WHAT THE TASK REQUIRES |
Report each line of the data that has "Hill" somewhere in it.
[[ TASK MATERIAL open ]]
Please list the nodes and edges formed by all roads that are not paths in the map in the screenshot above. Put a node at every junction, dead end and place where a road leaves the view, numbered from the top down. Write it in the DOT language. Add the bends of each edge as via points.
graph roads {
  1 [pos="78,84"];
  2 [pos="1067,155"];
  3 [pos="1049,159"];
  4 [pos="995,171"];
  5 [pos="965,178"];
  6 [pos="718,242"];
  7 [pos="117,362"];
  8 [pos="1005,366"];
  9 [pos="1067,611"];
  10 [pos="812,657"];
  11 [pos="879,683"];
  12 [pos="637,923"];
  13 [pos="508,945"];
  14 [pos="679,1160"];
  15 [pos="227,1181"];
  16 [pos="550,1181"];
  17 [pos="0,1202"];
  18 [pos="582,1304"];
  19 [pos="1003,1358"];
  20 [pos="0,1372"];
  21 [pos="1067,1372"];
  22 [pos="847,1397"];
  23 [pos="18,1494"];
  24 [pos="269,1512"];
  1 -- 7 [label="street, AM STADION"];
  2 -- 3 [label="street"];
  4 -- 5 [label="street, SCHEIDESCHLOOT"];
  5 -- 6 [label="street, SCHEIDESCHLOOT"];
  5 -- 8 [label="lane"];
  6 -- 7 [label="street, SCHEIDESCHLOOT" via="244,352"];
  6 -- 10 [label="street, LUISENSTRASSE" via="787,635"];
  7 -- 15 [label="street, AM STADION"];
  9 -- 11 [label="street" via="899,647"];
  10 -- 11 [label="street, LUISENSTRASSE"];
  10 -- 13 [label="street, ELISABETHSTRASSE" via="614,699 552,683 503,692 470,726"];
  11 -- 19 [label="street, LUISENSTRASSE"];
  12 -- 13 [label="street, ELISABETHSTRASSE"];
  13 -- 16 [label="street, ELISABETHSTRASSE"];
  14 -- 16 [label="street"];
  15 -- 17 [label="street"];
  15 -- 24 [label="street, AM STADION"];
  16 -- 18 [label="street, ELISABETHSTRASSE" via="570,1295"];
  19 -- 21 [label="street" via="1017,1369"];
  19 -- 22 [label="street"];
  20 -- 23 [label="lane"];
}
[[ TASK MATERIAL closed ]]
[[ TASK MATERIAL open ]]
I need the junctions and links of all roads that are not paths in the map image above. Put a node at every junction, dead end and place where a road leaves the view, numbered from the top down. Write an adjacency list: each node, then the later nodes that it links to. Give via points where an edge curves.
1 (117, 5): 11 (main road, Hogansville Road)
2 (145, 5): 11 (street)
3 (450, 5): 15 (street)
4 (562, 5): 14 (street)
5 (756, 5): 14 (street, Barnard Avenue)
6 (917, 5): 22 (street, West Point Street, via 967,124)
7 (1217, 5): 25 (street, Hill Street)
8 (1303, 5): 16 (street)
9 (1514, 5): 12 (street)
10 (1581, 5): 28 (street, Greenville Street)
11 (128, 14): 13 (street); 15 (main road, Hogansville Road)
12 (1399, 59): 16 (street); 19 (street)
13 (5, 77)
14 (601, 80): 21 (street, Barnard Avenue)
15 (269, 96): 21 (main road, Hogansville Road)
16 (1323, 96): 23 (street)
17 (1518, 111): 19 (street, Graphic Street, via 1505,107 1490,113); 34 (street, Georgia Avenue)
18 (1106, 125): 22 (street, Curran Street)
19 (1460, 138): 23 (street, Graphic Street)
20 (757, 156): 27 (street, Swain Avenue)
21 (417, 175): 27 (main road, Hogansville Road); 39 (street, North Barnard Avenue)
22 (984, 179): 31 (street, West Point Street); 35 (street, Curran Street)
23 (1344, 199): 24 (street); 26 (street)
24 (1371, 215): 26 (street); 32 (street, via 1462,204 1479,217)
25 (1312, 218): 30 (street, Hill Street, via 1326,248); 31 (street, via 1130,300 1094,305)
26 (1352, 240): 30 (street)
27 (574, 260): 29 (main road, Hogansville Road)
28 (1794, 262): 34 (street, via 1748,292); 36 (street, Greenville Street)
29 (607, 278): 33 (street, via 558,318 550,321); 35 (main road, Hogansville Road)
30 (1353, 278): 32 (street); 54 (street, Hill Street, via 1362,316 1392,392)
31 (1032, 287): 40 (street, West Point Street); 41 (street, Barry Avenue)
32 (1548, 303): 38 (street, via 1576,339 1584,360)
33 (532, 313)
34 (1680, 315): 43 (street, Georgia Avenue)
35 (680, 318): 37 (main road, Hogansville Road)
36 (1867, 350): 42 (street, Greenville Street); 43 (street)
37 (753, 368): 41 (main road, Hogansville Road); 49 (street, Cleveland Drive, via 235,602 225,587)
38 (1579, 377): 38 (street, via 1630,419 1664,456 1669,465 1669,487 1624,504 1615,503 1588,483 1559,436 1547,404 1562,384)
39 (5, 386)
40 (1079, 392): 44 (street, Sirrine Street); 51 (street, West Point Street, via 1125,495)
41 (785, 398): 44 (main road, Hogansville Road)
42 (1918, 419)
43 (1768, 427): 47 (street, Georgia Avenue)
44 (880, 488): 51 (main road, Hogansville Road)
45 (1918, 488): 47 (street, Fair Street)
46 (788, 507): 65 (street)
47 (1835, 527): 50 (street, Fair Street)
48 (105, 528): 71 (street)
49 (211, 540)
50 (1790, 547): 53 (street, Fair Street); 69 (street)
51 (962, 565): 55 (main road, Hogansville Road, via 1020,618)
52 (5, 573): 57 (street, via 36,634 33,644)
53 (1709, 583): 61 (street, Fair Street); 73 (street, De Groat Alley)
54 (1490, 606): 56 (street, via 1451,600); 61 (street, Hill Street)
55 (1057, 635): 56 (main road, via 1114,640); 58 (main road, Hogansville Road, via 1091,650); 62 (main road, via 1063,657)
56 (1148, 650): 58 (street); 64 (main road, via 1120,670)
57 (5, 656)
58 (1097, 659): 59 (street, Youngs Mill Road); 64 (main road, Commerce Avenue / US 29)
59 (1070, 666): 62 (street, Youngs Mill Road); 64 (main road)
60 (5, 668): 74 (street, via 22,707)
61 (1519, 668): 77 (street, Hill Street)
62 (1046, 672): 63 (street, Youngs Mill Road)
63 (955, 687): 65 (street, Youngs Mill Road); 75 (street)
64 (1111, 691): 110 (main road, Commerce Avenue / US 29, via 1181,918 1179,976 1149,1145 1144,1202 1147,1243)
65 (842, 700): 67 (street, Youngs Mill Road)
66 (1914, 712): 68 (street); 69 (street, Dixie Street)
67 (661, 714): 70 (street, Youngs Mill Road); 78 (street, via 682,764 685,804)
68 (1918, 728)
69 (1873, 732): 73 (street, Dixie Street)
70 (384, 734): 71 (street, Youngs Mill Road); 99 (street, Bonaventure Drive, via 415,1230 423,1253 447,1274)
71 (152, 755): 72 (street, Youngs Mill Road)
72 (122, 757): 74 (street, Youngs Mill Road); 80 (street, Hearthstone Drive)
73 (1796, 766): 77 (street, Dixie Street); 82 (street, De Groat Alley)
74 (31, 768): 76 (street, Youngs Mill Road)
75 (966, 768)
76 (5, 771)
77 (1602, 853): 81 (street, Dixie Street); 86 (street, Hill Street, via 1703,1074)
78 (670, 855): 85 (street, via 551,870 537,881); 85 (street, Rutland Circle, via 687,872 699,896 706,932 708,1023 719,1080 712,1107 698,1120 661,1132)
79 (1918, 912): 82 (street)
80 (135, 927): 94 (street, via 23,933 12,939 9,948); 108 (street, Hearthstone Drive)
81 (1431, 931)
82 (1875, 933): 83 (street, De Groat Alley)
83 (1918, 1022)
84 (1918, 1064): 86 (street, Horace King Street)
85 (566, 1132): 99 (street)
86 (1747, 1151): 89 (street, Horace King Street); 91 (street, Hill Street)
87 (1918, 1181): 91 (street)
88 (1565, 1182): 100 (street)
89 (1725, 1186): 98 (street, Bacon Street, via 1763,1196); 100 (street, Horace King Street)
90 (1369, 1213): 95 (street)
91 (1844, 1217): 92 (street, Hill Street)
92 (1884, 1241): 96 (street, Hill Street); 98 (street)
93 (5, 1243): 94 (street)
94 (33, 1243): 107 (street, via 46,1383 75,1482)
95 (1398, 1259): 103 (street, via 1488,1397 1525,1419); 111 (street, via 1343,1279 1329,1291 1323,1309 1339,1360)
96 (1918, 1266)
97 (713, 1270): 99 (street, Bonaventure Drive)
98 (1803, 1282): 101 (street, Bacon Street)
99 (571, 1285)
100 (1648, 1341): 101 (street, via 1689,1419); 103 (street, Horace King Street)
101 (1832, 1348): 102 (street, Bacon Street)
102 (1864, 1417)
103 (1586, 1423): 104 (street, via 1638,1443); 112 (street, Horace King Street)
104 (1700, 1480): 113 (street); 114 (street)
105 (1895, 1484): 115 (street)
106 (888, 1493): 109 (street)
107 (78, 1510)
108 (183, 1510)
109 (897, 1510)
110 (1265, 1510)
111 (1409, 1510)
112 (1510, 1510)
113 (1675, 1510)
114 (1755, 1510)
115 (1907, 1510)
[[ TASK MATERIAL closed ]]
RESPONSE |
7 (1217, 5): 25 (street, Hill Street)
25 (1312, 218): 30 (street, Hill Street, via 1326,248); 31 (street, via 1130,300 1094,305)
30 (1353, 278): 32 (street); 54 (street, Hill Street, via 1362,316 1392,392)
54 (1490, 606): 56 (street, via 1451,600); 61 (street, Hill Street)
61 (1519, 668): 77 (street, Hill Street)
77 (1602, 853): 81 (street, Dixie Street); 86 (street, Hill Street, via 1703,1074)
86 (1747, 1151): 89 (street, Horace King Street); 91 (street, Hill Street)
91 (1844, 1217): 92 (street, Hill Street)
92 (1884, 1241): 96 (street, Hill Street); 98 (street)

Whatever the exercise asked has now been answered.